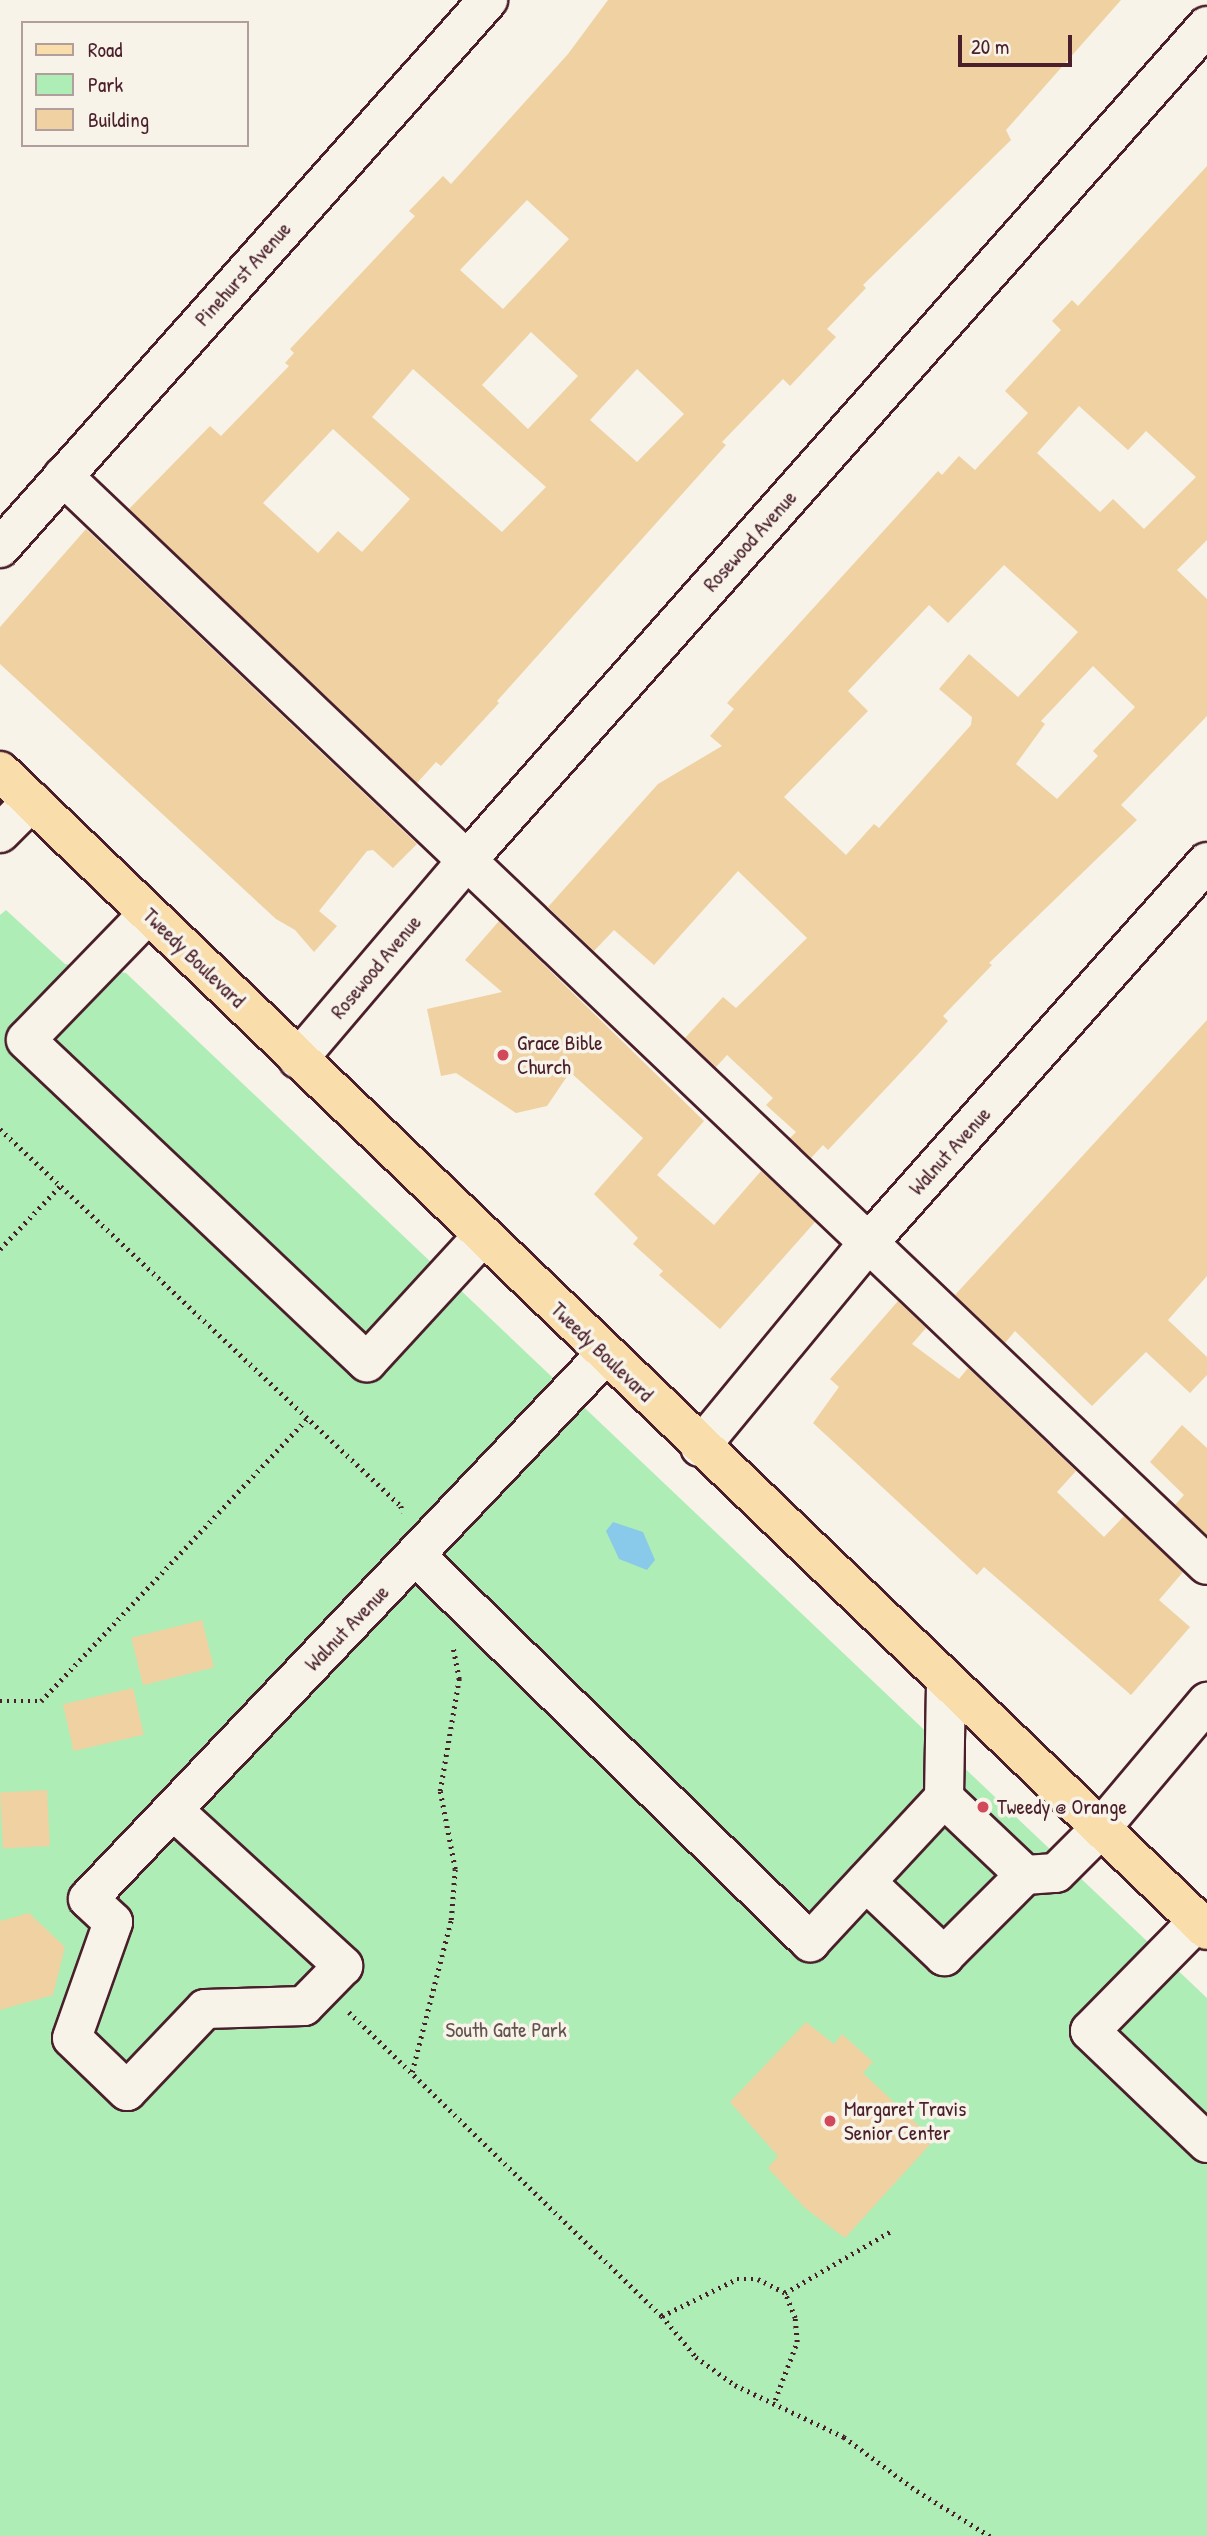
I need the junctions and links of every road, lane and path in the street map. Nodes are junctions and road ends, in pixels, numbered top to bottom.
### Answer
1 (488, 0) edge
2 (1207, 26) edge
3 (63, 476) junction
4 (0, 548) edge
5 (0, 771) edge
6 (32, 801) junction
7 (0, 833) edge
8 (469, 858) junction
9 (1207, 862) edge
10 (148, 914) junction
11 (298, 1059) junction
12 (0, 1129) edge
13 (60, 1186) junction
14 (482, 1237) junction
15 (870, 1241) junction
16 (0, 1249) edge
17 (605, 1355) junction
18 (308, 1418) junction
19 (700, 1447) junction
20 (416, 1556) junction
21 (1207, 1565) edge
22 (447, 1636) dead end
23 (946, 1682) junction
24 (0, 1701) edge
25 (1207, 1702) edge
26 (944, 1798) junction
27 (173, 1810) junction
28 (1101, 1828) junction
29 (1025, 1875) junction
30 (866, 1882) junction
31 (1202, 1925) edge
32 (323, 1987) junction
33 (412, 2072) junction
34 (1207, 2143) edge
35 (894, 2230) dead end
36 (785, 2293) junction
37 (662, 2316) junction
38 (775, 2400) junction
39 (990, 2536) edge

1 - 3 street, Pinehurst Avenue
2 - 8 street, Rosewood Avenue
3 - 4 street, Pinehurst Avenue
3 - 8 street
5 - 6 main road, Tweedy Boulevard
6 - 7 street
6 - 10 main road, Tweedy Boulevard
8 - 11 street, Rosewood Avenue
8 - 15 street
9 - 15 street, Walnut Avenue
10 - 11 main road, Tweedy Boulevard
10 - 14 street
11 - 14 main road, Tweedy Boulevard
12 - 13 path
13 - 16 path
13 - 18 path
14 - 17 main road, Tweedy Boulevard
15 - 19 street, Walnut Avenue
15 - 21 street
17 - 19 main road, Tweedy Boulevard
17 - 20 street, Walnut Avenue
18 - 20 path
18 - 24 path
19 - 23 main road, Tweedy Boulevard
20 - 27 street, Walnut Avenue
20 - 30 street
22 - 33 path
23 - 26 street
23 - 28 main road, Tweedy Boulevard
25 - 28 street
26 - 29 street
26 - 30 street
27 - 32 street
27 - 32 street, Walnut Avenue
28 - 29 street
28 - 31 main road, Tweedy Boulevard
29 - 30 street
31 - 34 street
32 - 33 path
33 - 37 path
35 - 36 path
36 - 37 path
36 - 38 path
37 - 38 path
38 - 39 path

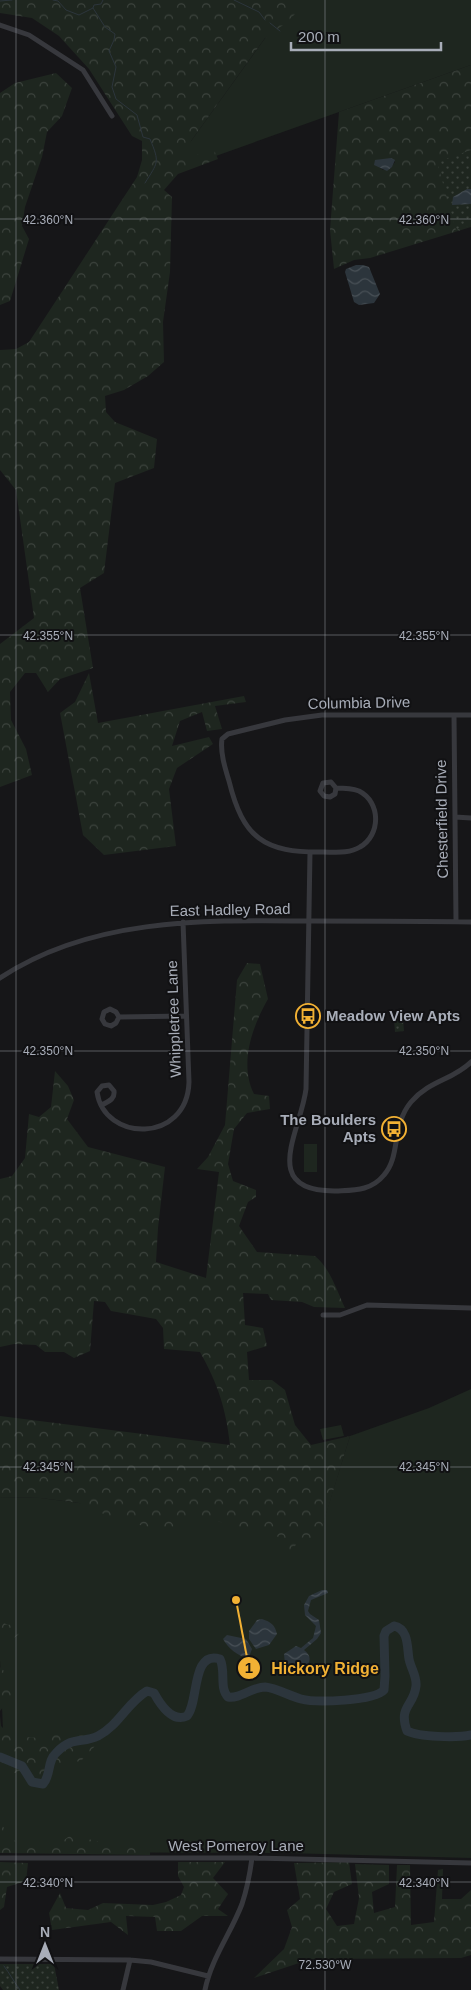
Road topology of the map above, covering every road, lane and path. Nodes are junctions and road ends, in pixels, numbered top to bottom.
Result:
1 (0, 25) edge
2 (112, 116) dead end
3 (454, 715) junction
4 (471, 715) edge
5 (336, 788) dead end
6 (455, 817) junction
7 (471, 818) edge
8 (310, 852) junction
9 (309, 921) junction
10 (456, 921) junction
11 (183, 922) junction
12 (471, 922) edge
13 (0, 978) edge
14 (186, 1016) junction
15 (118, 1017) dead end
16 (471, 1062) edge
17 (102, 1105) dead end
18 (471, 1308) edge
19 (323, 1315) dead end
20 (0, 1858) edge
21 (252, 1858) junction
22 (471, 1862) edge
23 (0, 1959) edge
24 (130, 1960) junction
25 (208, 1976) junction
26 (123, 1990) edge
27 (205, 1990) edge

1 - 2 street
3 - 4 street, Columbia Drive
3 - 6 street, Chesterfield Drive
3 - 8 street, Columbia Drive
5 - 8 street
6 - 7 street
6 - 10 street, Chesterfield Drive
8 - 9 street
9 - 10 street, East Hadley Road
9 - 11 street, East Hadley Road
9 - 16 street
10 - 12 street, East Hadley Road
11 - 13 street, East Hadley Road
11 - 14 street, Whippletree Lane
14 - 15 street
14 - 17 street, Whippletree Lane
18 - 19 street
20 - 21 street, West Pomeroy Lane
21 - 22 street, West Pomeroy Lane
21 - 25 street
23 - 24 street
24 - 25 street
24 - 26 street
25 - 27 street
________________________
▶ What is being asked: In your copy, include no pictures, but set down every record exactly.

▶ Exercise response:
I need the junctions and links of every road, lane and path in the street map. Nodes are junctions and road ends, in pixels, numbered top to bottom.
### Answer
1 (488, 0) edge
2 (1207, 26) edge
3 (63, 476) junction
4 (0, 548) edge
5 (0, 771) edge
6 (32, 801) junction
7 (0, 833) edge
8 (469, 858) junction
9 (1207, 862) edge
10 (148, 914) junction
11 (298, 1059) junction
12 (0, 1129) edge
13 (60, 1186) junction
14 (482, 1237) junction
15 (870, 1241) junction
16 (0, 1249) edge
17 (605, 1355) junction
18 (308, 1418) junction
19 (700, 1447) junction
20 (416, 1556) junction
21 (1207, 1565) edge
22 (447, 1636) dead end
23 (946, 1682) junction
24 (0, 1701) edge
25 (1207, 1702) edge
26 (944, 1798) junction
27 (173, 1810) junction
28 (1101, 1828) junction
29 (1025, 1875) junction
30 (866, 1882) junction
31 (1202, 1925) edge
32 (323, 1987) junction
33 (412, 2072) junction
34 (1207, 2143) edge
35 (894, 2230) dead end
36 (785, 2293) junction
37 (662, 2316) junction
38 (775, 2400) junction
39 (990, 2536) edge

1 - 3 street, Pinehurst Avenue
2 - 8 street, Rosewood Avenue
3 - 4 street, Pinehurst Avenue
3 - 8 street
5 - 6 main road, Tweedy Boulevard
6 - 7 street
6 - 10 main road, Tweedy Boulevard
8 - 11 street, Rosewood Avenue
8 - 15 street
9 - 15 street, Walnut Avenue
10 - 11 main road, Tweedy Boulevard
10 - 14 street
11 - 14 main road, Tweedy Boulevard
12 - 13 path
13 - 16 path
13 - 18 path
14 - 17 main road, Tweedy Boulevard
15 - 19 street, Walnut Avenue
15 - 21 street
17 - 19 main road, Tweedy Boulevard
17 - 20 street, Walnut Avenue
18 - 20 path
18 - 24 path
19 - 23 main road, Tweedy Boulevard
20 - 27 street, Walnut Avenue
20 - 30 street
22 - 33 path
23 - 26 street
23 - 28 main road, Tweedy Boulevard
25 - 28 street
26 - 29 street
26 - 30 street
27 - 32 street
27 - 32 street, Walnut Avenue
28 - 29 street
28 - 31 main road, Tweedy Boulevard
29 - 30 street
31 - 34 street
32 - 33 path
33 - 37 path
35 - 36 path
36 - 37 path
36 - 38 path
37 - 38 path
38 - 39 path

Road topology of the map above, covering every road, lane and path. Nodes are junctions and road ends, in pixels, numbered top to bottom.
Result:
1 (0, 25) edge
2 (112, 116) dead end
3 (454, 715) junction
4 (471, 715) edge
5 (336, 788) dead end
6 (455, 817) junction
7 (471, 818) edge
8 (310, 852) junction
9 (309, 921) junction
10 (456, 921) junction
11 (183, 922) junction
12 (471, 922) edge
13 (0, 978) edge
14 (186, 1016) junction
15 (118, 1017) dead end
16 (471, 1062) edge
17 (102, 1105) dead end
18 (471, 1308) edge
19 (323, 1315) dead end
20 (0, 1858) edge
21 (252, 1858) junction
22 (471, 1862) edge
23 (0, 1959) edge
24 (130, 1960) junction
25 (208, 1976) junction
26 (123, 1990) edge
27 (205, 1990) edge

1 - 2 street
3 - 4 street, Columbia Drive
3 - 6 street, Chesterfield Drive
3 - 8 street, Columbia Drive
5 - 8 street
6 - 7 street
6 - 10 street, Chesterfield Drive
8 - 9 street
9 - 10 street, East Hadley Road
9 - 11 street, East Hadley Road
9 - 16 street
10 - 12 street, East Hadley Road
11 - 13 street, East Hadley Road
11 - 14 street, Whippletree Lane
14 - 15 street
14 - 17 street, Whippletree Lane
18 - 19 street
20 - 21 street, West Pomeroy Lane
21 - 22 street, West Pomeroy Lane
21 - 25 street
23 - 24 street
24 - 25 street
24 - 26 street
25 - 27 street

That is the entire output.